The Kingdom of the Dead: Capuchin Monastery Rome


The Kingdom of the Dead: Capuchin Monastery Rome

"What we were you are, what we are you will become" Quote from the Capuchin monastery

It was one of those perfect days in Rome—-the kind where the air on your skin just makes you feel alive, the kind where you are ok in your own skin--the kind where you aren't being swallowed alive by hoards of tourists or hit in the head by a selfie stick.  If it weren’t for the noisy vespas and zooming cars I could have stayed in the forum for hours.  There is a nice garden up on the Palatine where I like to chill.  My tour had finished for the day and I had a few hours before it was time to eat dinner and go back to my hotel.  I finally had enough time to visit the Capuchin monastery in via Veneto.  My clients had asked me about it several times.  I always nod my head and say, “oh yes” when they ask me if I’ve heard of something—-even if it is superficially—-then I make sure to investigate it further and see if it is actually worth it.  Today was THE day.  A short walk from my comfortable spot at the forum to the Colosseo metro stop—a switch at Termini to the other line, a few more stops and I was in Piazza Barberini, named undoubtedly by the infamous Barberini family.  The Barberini are known for building the canopy of St. Peter’s tomb inside St. Peter’s Basilica by salvaging massive parts from the ancient Pantheon.  The Romans have a saying “What the Barbarians didn’t destroy the Barberini did”—-but I will leave them for another article.  Resurrecting from beneath the ground I walked up into Barberini square—a sign of what Rome once was—an abandoned theatre to my left once a sign of Rome’s golden post-war age and a Triton sculpted by Bernini spitting water from a shell, and the Baroque Barberini palace in the corner.  I speedily crossed the large square, hoping not make myself history as I dodged vehicles preparing for formula 1—-seriously why were they in such a hurry.  

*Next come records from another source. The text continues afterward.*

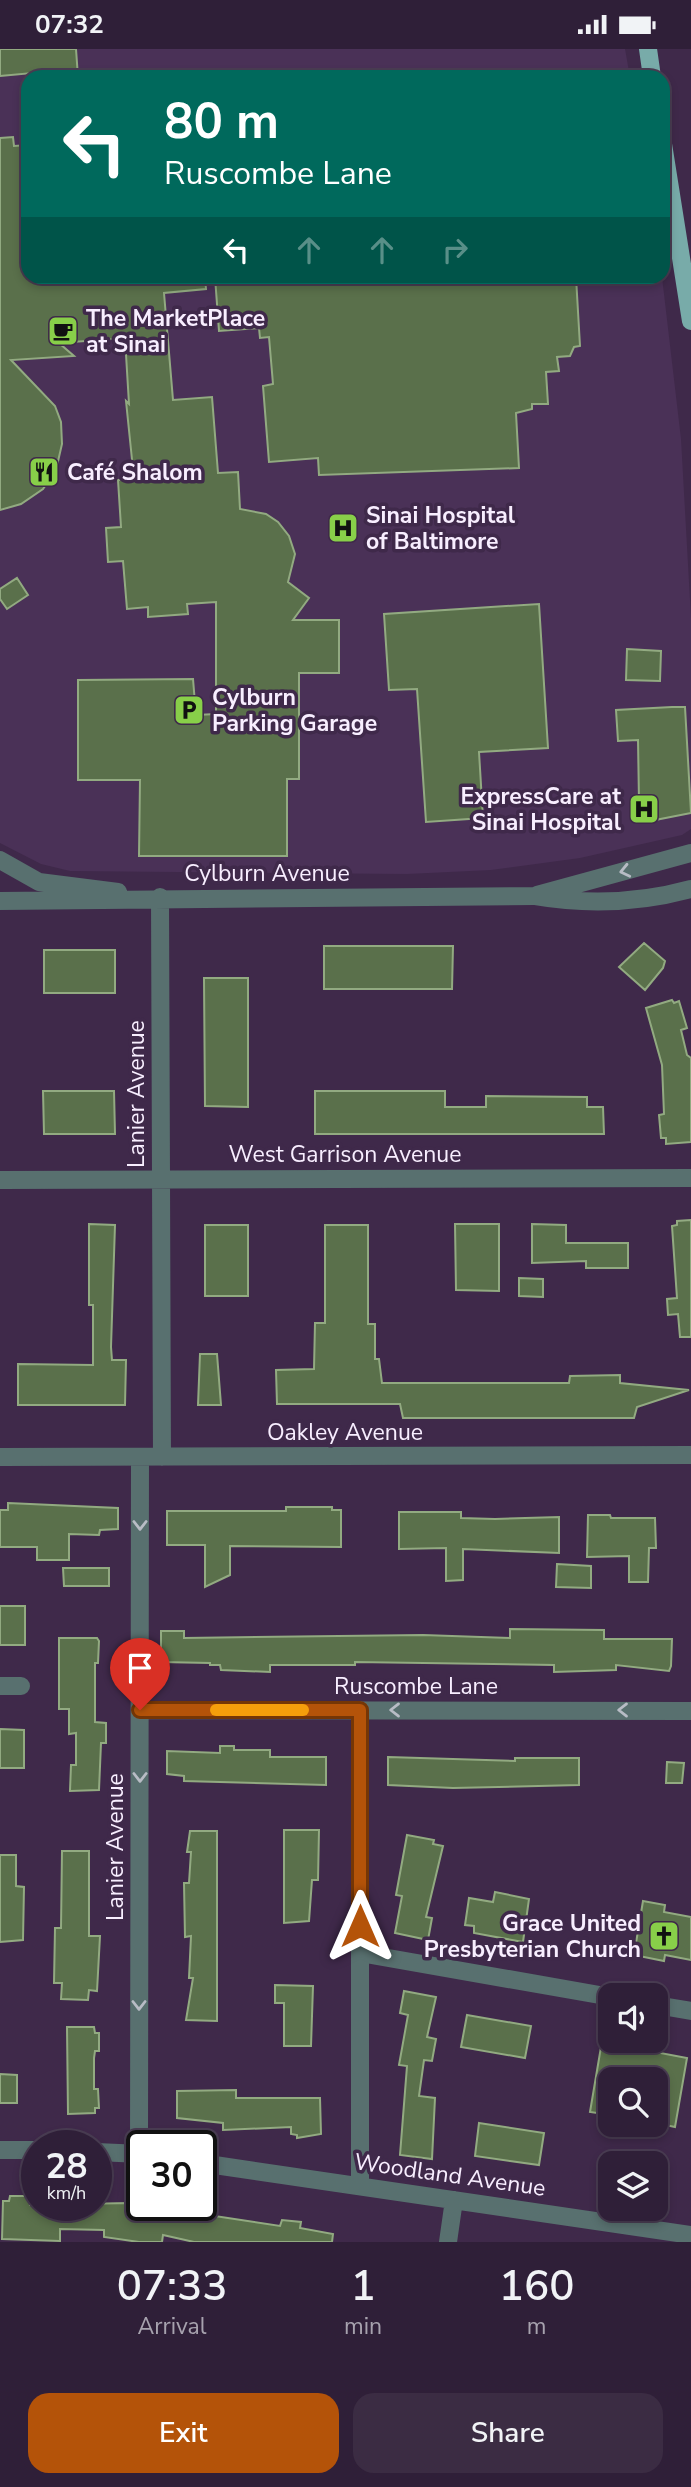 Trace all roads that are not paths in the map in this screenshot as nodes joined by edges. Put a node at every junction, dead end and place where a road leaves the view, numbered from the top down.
1 (648, 49) edge
2 (651, 70) edge
3 (670, 188) edge
4 (691, 321) edge
5 (691, 852) edge
6 (0, 860) edge
7 (75, 888) junction
8 (691, 889) edge
9 (1, 895) edge
10 (534, 896) junction
11 (160, 897) junction
12 (691, 1178) edge
13 (0, 1180) edge
14 (161, 1180) junction
15 (691, 1455) edge
16 (0, 1457) edge
17 (140, 1457) junction
18 (162, 1457) junction
19 (0, 1686) edge
20 (22, 1686) dead end
21 (140, 1710) junction
22 (360, 1710) junction
23 (691, 1710) edge
24 (360, 1953) junction
25 (598, 1995) edge
26 (668, 2007) edge
27 (691, 2011) edge
28 (140, 2130) edge
29 (0, 2150) edge
30 (21, 2150) edge
31 (217, 2165) edge
32 (360, 2186) junction
33 (454, 2200) junction
34 (691, 2235) edge
35 (448, 2242) edge

1 - 2 main road
3 - 4 main road
5 -> 10 street, Cylburn Avenue
6 - 7 street
7 - 9 street
7 - 11 street
8 - 10 street, Cylburn Avenue
9 - 11 street, Cylburn Avenue
10 - 11 street, Cylburn Avenue
11 - 14 street, Lanier Avenue
12 - 14 street, West Garrison Avenue
13 - 14 street, West Garrison Avenue
14 - 18 street, Lanier Avenue
15 - 18 street, Oakley Avenue
16 - 17 street, Oakley Avenue
17 - 18 street, Oakley Avenue
17 -> 21 street, Lanier Avenue
19 - 20 street
21 - 22 street, Ruscombe Lane
21 -> 28 street, Lanier Avenue
23 -> 22 street, Ruscombe Lane
22 - 24 street
24 - 25 street
24 - 32 street
26 - 27 street
29 - 30 street
31 - 32 street, Woodland Avenue
32 - 33 street, Woodland Avenue
33 - 34 street, Woodland Avenue
33 - 35 street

A right here, a left there and I was in front of a completely normal looking church—what was the big deal?  The sleeping January trees looked like skeletal limbs supplicating the heavens for their leaves back--that did make it a bit more ominous. Was this the infamous ‘bone church’ of Rome filled with things that would scare the narrator from “Tales from the Crypt”? Two staircases zigzagged up to church's main entrance.  An arrow pointed up the stairs with the words biglietteria ‘ticket office’—-you're welcome for the free Italian lessons by the way.  Weren’t crypts supposed to be underground? "Oh well” I thought and began marching up the stairs.  I knew that if I could get to the top of the stairs without huffing and puffing-- everyone would really think I was in shape.  I am not by the way.  Isn’t the saying ‘It’s what’s outside that counts”—-nope again.  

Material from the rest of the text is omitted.